Vernon Township is a civil township of Shiawassee County in the U.S. state of Michigan. The population was 4,273 at the 2020 census. The village of Vernon is located within the township. The township also surrounds the city of Durand, but the two are administered autonomously.

Vernon Township was named after Mount Vernon, the estate of George Washington.

==Geography==
According to the United States Census Bureau, the township has a total area of 34.03 sqmi, of which 33.69 sqmi is land and 0.34 sqmi (1.00%) is water.

==Demographics==
As of the census of 2000, there were 4,980 people, 1,881 households, and 1,470 families residing in the township.
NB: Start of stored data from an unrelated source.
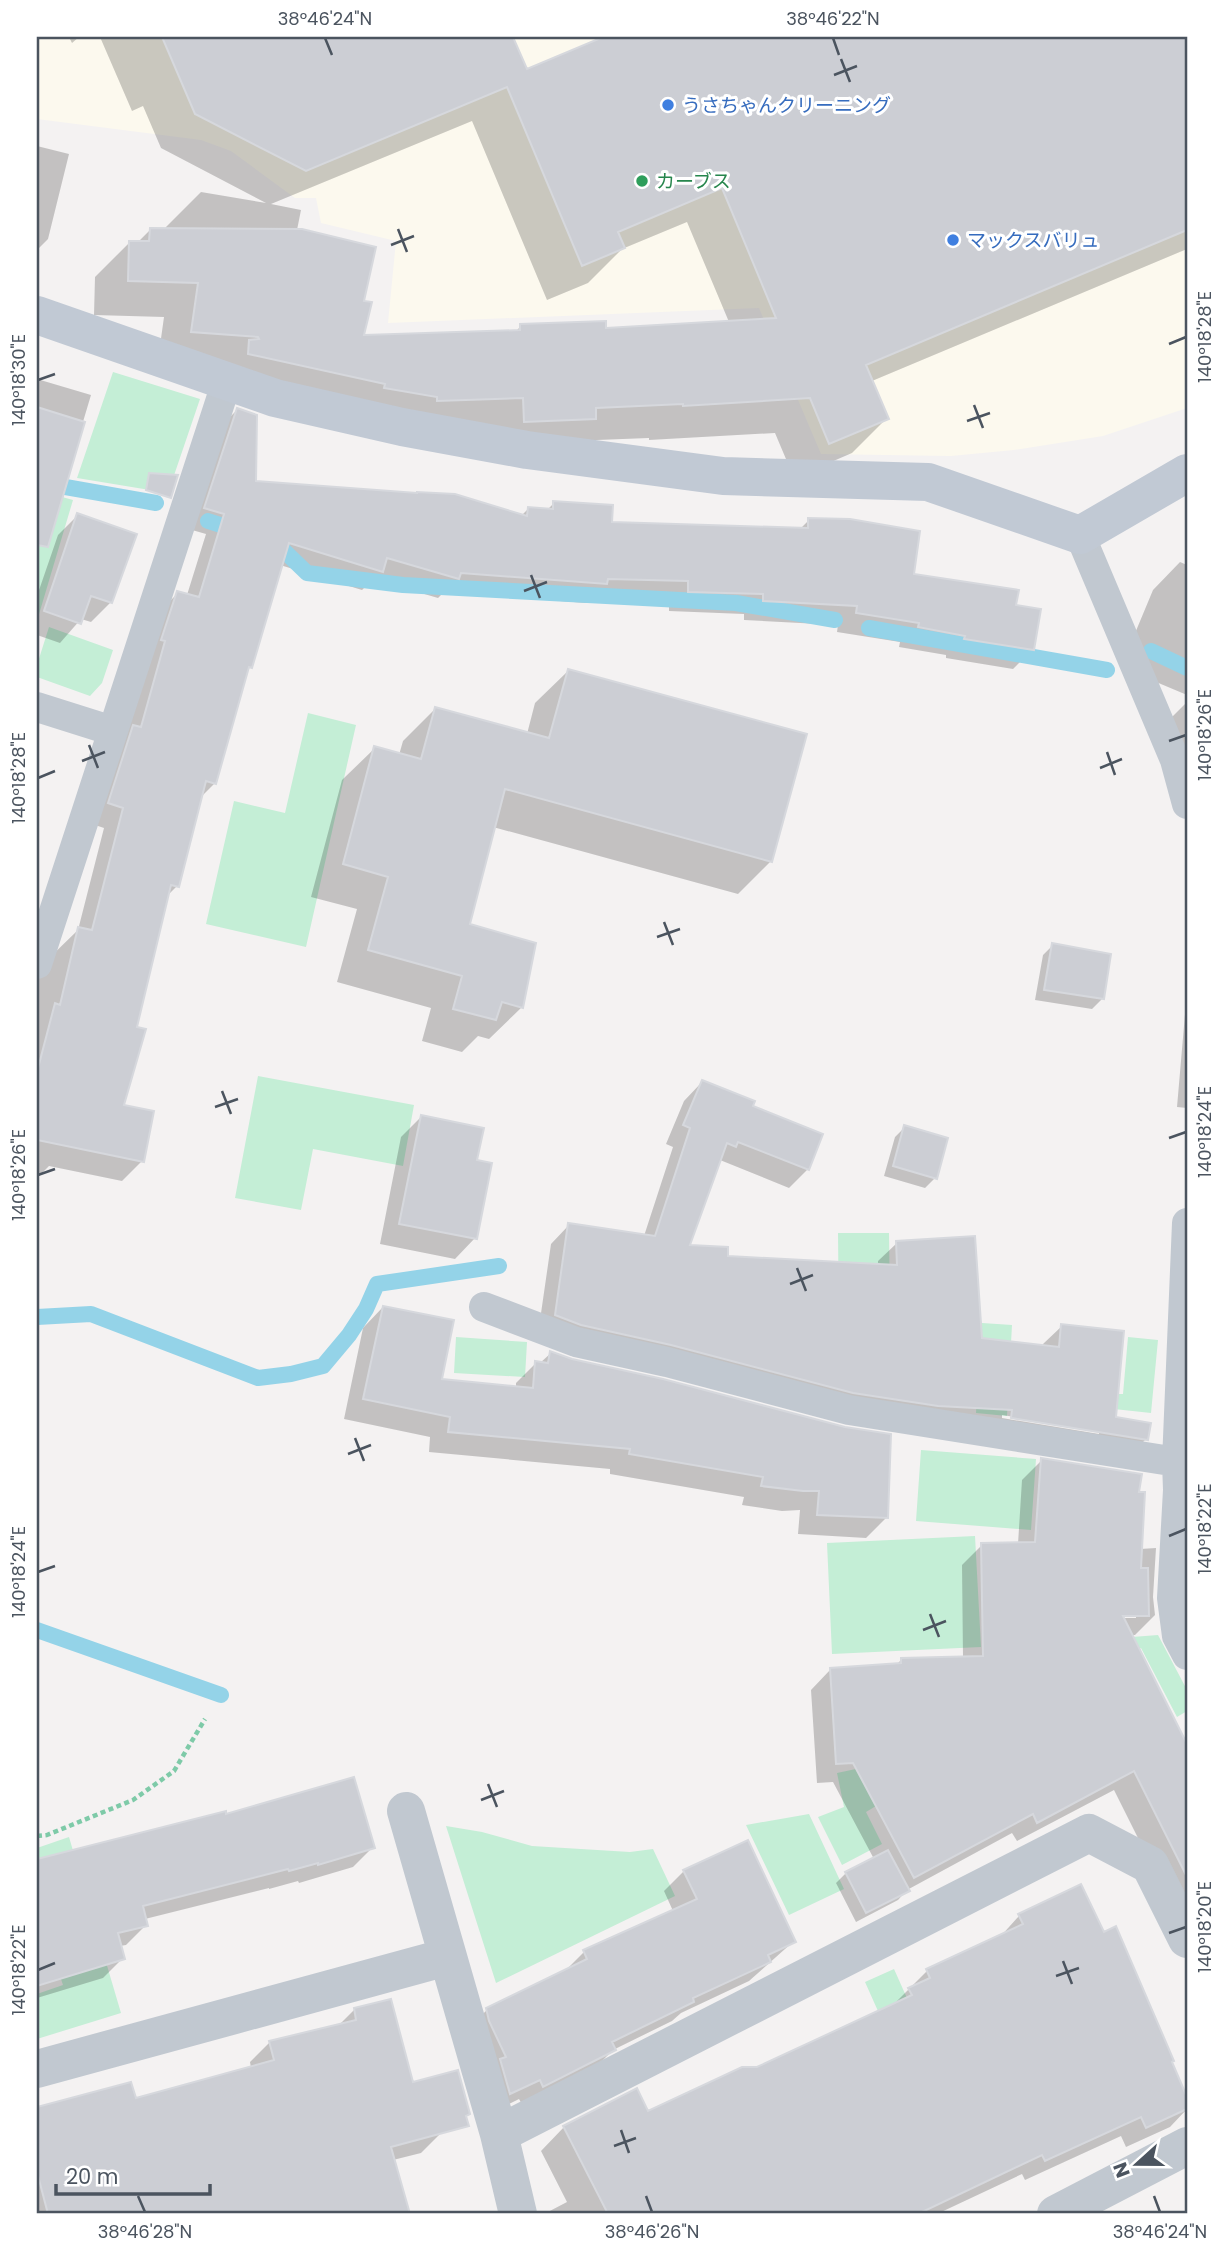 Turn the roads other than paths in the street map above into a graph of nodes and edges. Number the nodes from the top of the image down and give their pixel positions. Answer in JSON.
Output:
{"nodes":[{"id":1,"x":37,"y":315,"type":"edge"},
{"id":2,"x":227,"y":380,"type":"junction"},
{"id":3,"x":1187,"y":473,"type":"edge"},
{"id":4,"x":1080,"y":535,"type":"junction"},
{"id":5,"x":37,"y":707,"type":"edge"},
{"id":6,"x":113,"y":731,"type":"junction"},
{"id":7,"x":1187,"y":804,"type":"edge"},
{"id":8,"x":37,"y":964,"type":"edge"},
{"id":9,"x":1187,"y":1223,"type":"edge"},
{"id":10,"x":484,"y":1307,"type":"dead end"},
{"id":11,"x":1181,"y":1481,"type":"edge"},
{"id":12,"x":1187,"y":1655,"type":"edge"},
{"id":13,"x":406,"y":1811,"type":"dead end"},
{"id":14,"x":1187,"y":1939,"type":"edge"},
{"id":15,"x":447,"y":1957,"type":"junction"},
{"id":16,"x":37,"y":2069,"type":"edge"},
{"id":17,"x":499,"y":2134,"type":"junction"},
{"id":18,"x":1187,"y":2146,"type":"edge"},
{"id":19,"x":519,"y":2214,"type":"edge"},
{"id":20,"x":1056,"y":2214,"type":"edge"}],
"edges":[{"from":1,"to":2,"type":"street"},
{"from":2,"to":4,"type":"street"},
{"from":2,"to":6,"type":"lane"},
{"from":3,"to":4,"type":"street"},
{"from":4,"to":7,"type":"lane"},
{"from":5,"to":6,"type":"lane"},
{"from":6,"to":8,"type":"lane"},
{"from":9,"to":11,"type":"lane"},
{"from":10,"to":11,"type":"lane"},
{"from":11,"to":12,"type":"lane"},
{"from":13,"to":15,"type":"street"},
{"from":14,"to":17,"type":"street"},
{"from":15,"to":16,"type":"street"},
{"from":15,"to":17,"type":"street"},
{"from":17,"to":19,"type":"street"},
{"from":18,"to":20,"type":"street"}]}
The population density was 146.9 PD/sqmi. There were 2,782 housing units at an average density of 82.1 /sqmi. The racial makeup of the township was 97.45% White, 0.12% African American, 0.50% Native American, 0.18% Asian, 0.52% from other races, and 1.22% from two or more races. Hispanic or Latino of any race were 1.79% of the population.

There were 1,881 households, out of which 35.1% had children under the age of 18 living with them, 62.8% were married couples living together, 10.1% had a female householder with no husband present, and 21.8% were non-families. 17.5% of all households were made up of individuals, and 7.0% had someone living alone who was 65 years of age or older. The average household size was 2.65 and the average family size was 2.97.

In the township the population was spread out, with 26.1% under the age of 18, 7.8% from 18 to 24, 28.4% from 25 to 44, 26.3% from 45 to 64, and 11.4% who were 65 years of age or older. The median age was 37 years. For every 100 females, there were 99.4 males. For every 100 females age 18 and over, there were 98.0 males.

The median income for a household in the township was $47,339, and the median income for a family was $53,068. Males had a median income of $43,600 versus $26,760 for females. The per capita income for the township was $18,990. About 5.7% of families and 7.2% of the population were below the poverty line, including 8.5% of those under age 18 and 6.6% of those age 65 or over.